(ASSIGNMENT):
Transcribe each record precisely; images stay out.

(TASK INPUT):
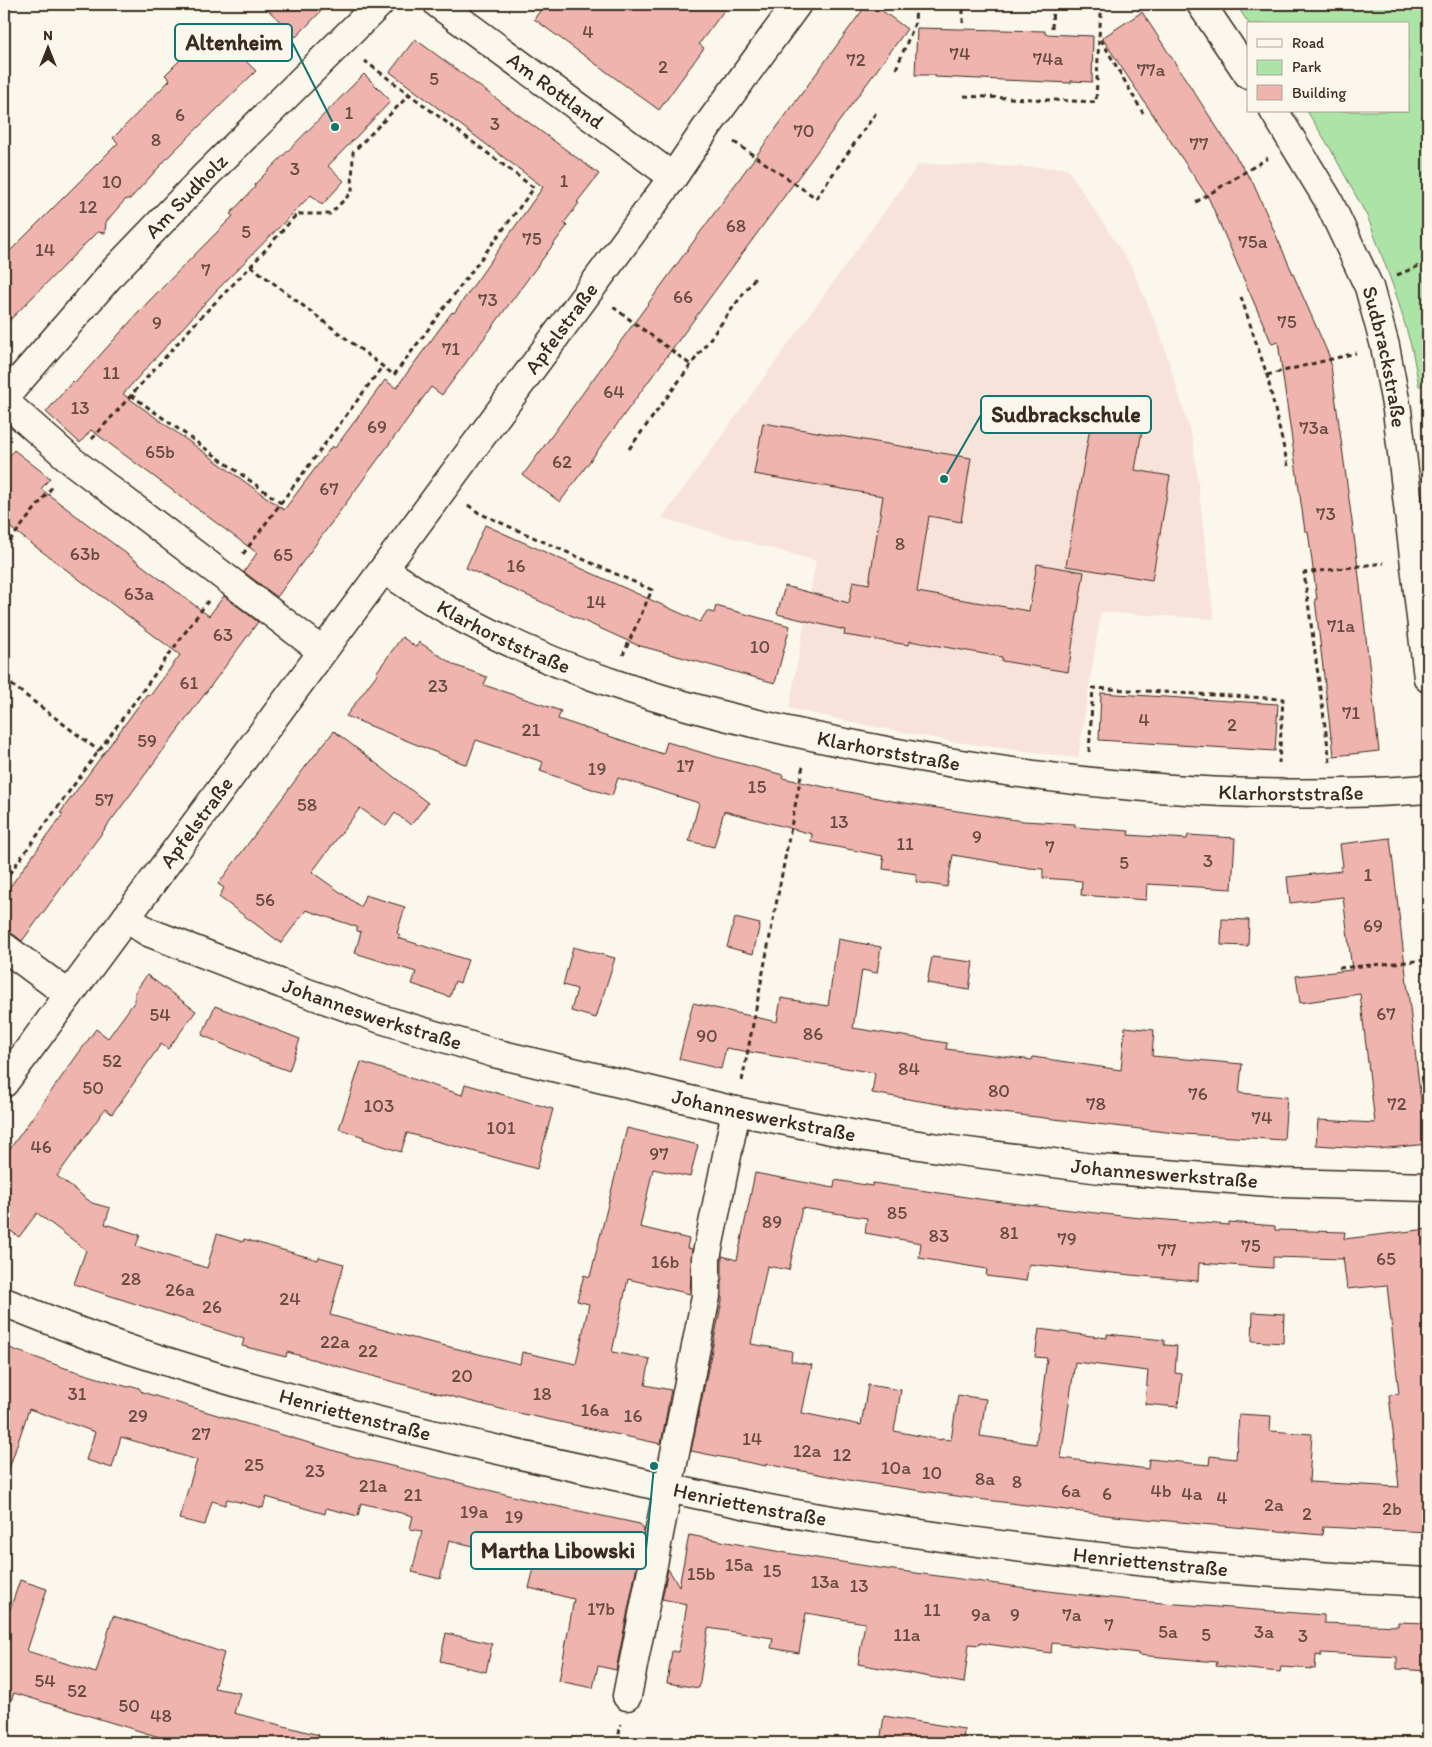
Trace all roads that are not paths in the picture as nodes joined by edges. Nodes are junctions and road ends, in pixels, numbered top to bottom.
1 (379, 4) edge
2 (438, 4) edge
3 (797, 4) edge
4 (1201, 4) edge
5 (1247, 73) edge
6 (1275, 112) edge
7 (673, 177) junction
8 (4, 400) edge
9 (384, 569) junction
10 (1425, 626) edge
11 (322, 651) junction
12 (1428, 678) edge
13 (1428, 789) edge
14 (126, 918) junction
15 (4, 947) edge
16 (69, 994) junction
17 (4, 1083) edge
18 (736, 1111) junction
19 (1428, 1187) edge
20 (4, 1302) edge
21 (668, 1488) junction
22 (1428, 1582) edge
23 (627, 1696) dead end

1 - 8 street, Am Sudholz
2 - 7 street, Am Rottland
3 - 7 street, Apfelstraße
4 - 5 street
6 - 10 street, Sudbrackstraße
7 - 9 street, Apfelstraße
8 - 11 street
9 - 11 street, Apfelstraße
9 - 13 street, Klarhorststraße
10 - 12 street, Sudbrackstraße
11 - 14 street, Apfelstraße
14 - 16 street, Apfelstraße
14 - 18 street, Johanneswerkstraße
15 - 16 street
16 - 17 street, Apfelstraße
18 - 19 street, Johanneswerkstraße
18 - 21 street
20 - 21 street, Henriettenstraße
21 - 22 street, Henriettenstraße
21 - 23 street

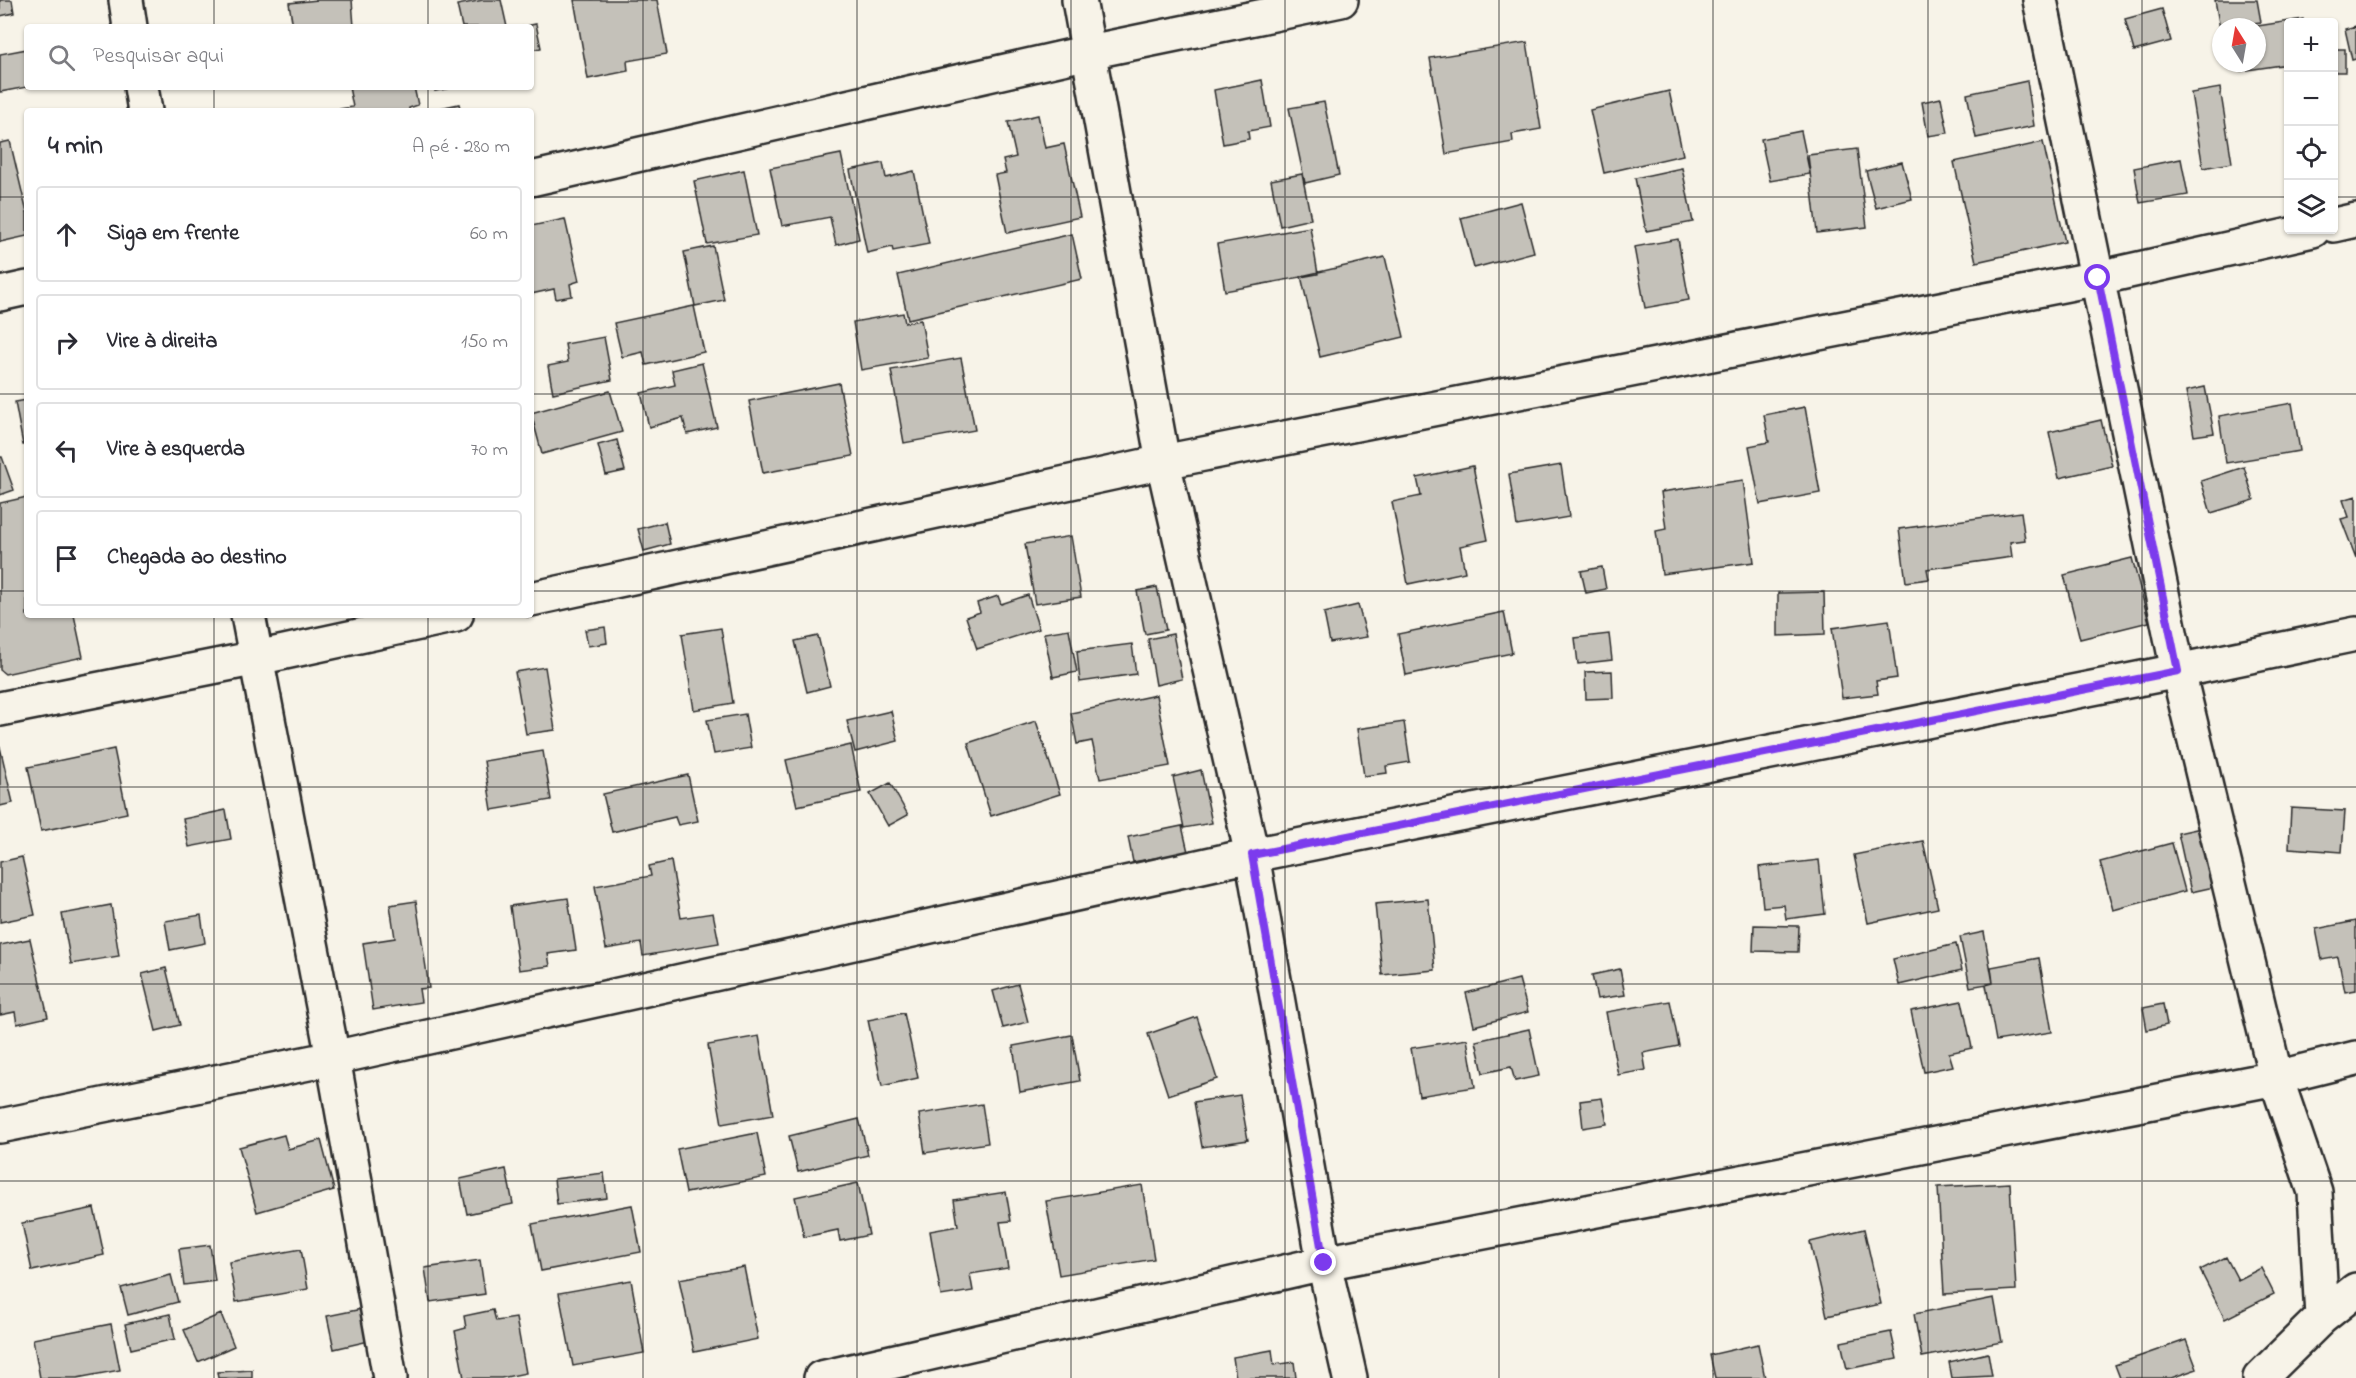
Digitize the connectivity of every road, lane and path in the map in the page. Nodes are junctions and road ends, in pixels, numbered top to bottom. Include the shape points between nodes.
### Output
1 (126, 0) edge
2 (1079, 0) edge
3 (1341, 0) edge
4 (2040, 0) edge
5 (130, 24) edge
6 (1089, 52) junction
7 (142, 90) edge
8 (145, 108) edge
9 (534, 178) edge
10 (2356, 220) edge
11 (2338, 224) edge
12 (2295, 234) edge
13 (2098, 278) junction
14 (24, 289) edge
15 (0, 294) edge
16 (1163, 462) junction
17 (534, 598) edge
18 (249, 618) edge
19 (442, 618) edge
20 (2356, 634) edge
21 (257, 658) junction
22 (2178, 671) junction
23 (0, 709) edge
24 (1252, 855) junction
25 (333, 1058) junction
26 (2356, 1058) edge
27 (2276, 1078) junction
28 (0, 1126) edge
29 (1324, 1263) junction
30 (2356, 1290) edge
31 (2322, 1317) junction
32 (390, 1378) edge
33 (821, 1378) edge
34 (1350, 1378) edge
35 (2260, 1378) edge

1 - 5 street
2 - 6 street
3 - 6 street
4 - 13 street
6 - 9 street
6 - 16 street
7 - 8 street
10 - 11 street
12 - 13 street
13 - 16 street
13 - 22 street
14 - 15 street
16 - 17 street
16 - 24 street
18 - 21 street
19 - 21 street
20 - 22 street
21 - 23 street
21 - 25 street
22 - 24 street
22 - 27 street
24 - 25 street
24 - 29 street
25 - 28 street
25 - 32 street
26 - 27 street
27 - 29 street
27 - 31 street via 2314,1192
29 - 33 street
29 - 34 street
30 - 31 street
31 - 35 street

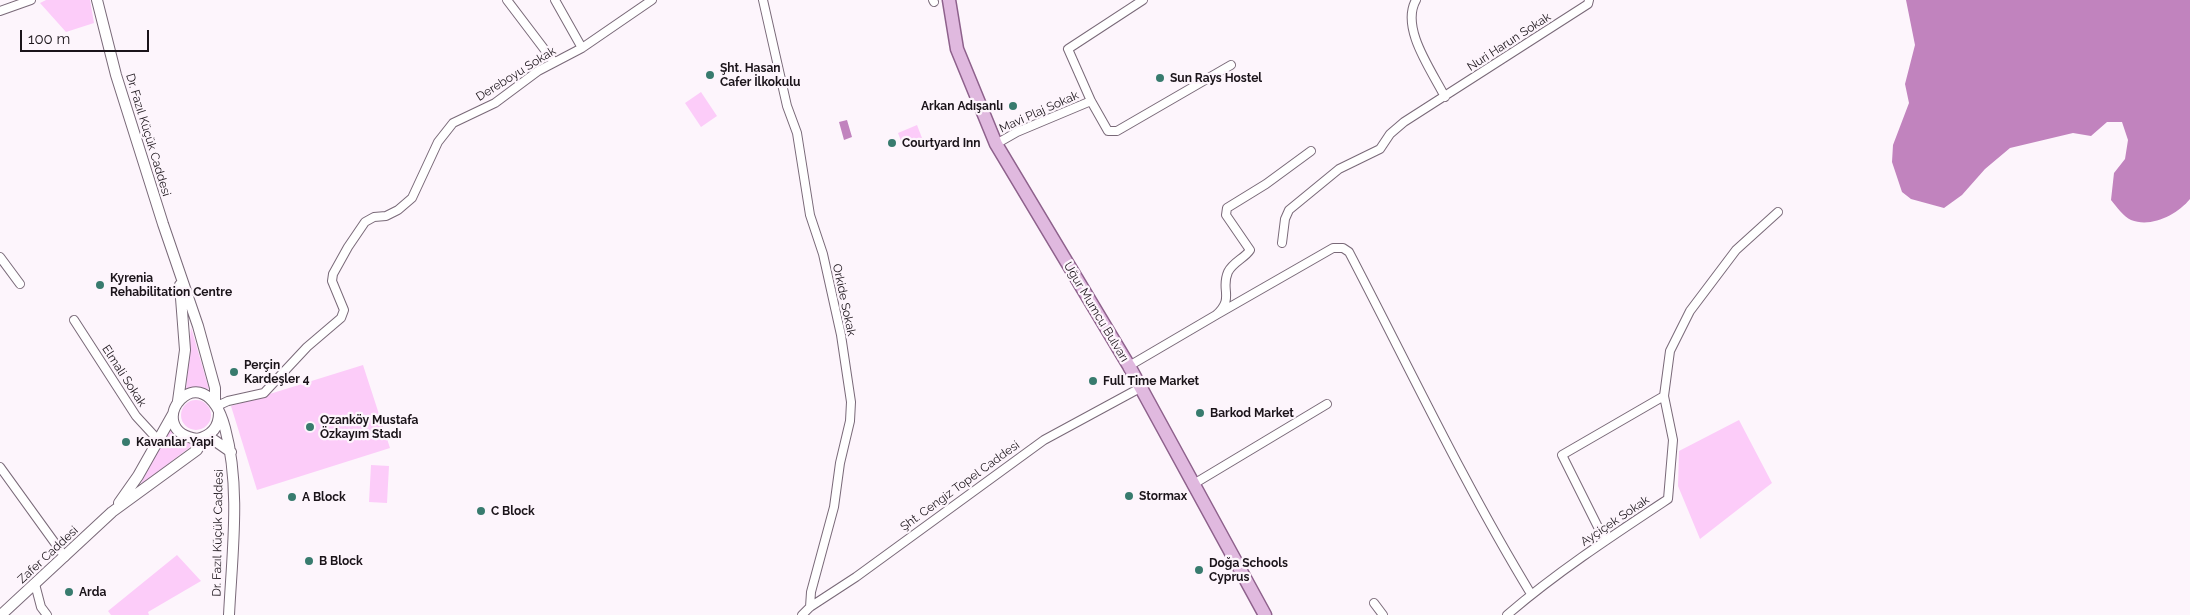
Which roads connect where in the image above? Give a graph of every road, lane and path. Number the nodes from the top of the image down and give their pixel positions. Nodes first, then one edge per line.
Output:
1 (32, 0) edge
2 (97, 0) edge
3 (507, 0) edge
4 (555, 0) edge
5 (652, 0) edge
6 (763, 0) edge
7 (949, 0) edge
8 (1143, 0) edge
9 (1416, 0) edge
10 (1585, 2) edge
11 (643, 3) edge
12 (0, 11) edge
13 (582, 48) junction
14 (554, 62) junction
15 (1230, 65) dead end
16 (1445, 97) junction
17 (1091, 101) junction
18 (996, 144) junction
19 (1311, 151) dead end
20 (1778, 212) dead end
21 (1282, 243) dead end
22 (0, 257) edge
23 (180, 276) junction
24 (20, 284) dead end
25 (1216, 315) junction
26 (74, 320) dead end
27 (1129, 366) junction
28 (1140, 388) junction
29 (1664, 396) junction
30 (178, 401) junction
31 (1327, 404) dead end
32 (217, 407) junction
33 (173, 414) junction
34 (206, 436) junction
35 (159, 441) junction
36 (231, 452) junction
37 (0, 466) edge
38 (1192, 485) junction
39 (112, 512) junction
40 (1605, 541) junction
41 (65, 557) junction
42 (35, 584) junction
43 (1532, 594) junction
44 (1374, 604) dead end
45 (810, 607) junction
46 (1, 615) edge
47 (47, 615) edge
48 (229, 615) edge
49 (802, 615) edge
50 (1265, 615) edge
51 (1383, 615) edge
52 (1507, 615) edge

(EXERCISE ANSWER):
Trace all roads that are not paths in the picture as nodes joined by edges. Nodes are junctions and road ends, in pixels, numbered top to bottom.
1 (379, 4) edge
2 (438, 4) edge
3 (797, 4) edge
4 (1201, 4) edge
5 (1247, 73) edge
6 (1275, 112) edge
7 (673, 177) junction
8 (4, 400) edge
9 (384, 569) junction
10 (1425, 626) edge
11 (322, 651) junction
12 (1428, 678) edge
13 (1428, 789) edge
14 (126, 918) junction
15 (4, 947) edge
16 (69, 994) junction
17 (4, 1083) edge
18 (736, 1111) junction
19 (1428, 1187) edge
20 (4, 1302) edge
21 (668, 1488) junction
22 (1428, 1582) edge
23 (627, 1696) dead end

1 - 8 street, Am Sudholz
2 - 7 street, Am Rottland
3 - 7 street, Apfelstraße
4 - 5 street
6 - 10 street, Sudbrackstraße
7 - 9 street, Apfelstraße
8 - 11 street
9 - 11 street, Apfelstraße
9 - 13 street, Klarhorststraße
10 - 12 street, Sudbrackstraße
11 - 14 street, Apfelstraße
14 - 16 street, Apfelstraße
14 - 18 street, Johanneswerkstraße
15 - 16 street
16 - 17 street, Apfelstraße
18 - 19 street, Johanneswerkstraße
18 - 21 street
20 - 21 street, Henriettenstraße
21 - 22 street, Henriettenstraße
21 - 23 street

Digitize the connectivity of every road, lane and path in the map in the page. Nodes are junctions and road ends, in pixels, numbered top to bottom. Include the shape points between nodes.
### Output
1 (126, 0) edge
2 (1079, 0) edge
3 (1341, 0) edge
4 (2040, 0) edge
5 (130, 24) edge
6 (1089, 52) junction
7 (142, 90) edge
8 (145, 108) edge
9 (534, 178) edge
10 (2356, 220) edge
11 (2338, 224) edge
12 (2295, 234) edge
13 (2098, 278) junction
14 (24, 289) edge
15 (0, 294) edge
16 (1163, 462) junction
17 (534, 598) edge
18 (249, 618) edge
19 (442, 618) edge
20 (2356, 634) edge
21 (257, 658) junction
22 (2178, 671) junction
23 (0, 709) edge
24 (1252, 855) junction
25 (333, 1058) junction
26 (2356, 1058) edge
27 (2276, 1078) junction
28 (0, 1126) edge
29 (1324, 1263) junction
30 (2356, 1290) edge
31 (2322, 1317) junction
32 (390, 1378) edge
33 (821, 1378) edge
34 (1350, 1378) edge
35 (2260, 1378) edge

1 - 5 street
2 - 6 street
3 - 6 street
4 - 13 street
6 - 9 street
6 - 16 street
7 - 8 street
10 - 11 street
12 - 13 street
13 - 16 street
13 - 22 street
14 - 15 street
16 - 17 street
16 - 24 street
18 - 21 street
19 - 21 street
20 - 22 street
21 - 23 street
21 - 25 street
22 - 24 street
22 - 27 street
24 - 25 street
24 - 29 street
25 - 28 street
25 - 32 street
26 - 27 street
27 - 29 street
27 - 31 street via 2314,1192
29 - 33 street
29 - 34 street
30 - 31 street
31 - 35 street

Which roads connect where in the image above? Give a graph of every road, lane and path. Number the nodes from the top of the image down and give their pixel positions. Nodes first, then one edge per line.
Output:
1 (32, 0) edge
2 (97, 0) edge
3 (507, 0) edge
4 (555, 0) edge
5 (652, 0) edge
6 (763, 0) edge
7 (949, 0) edge
8 (1143, 0) edge
9 (1416, 0) edge
10 (1585, 2) edge
11 (643, 3) edge
12 (0, 11) edge
13 (582, 48) junction
14 (554, 62) junction
15 (1230, 65) dead end
16 (1445, 97) junction
17 (1091, 101) junction
18 (996, 144) junction
19 (1311, 151) dead end
20 (1778, 212) dead end
21 (1282, 243) dead end
22 (0, 257) edge
23 (180, 276) junction
24 (20, 284) dead end
25 (1216, 315) junction
26 (74, 320) dead end
27 (1129, 366) junction
28 (1140, 388) junction
29 (1664, 396) junction
30 (178, 401) junction
31 (1327, 404) dead end
32 (217, 407) junction
33 (173, 414) junction
34 (206, 436) junction
35 (159, 441) junction
36 (231, 452) junction
37 (0, 466) edge
38 (1192, 485) junction
39 (112, 512) junction
40 (1605, 541) junction
41 (65, 557) junction
42 (35, 584) junction
43 (1532, 594) junction
44 (1374, 604) dead end
45 (810, 607) junction
46 (1, 615) edge
47 (47, 615) edge
48 (229, 615) edge
49 (802, 615) edge
50 (1265, 615) edge
51 (1383, 615) edge
52 (1507, 615) edge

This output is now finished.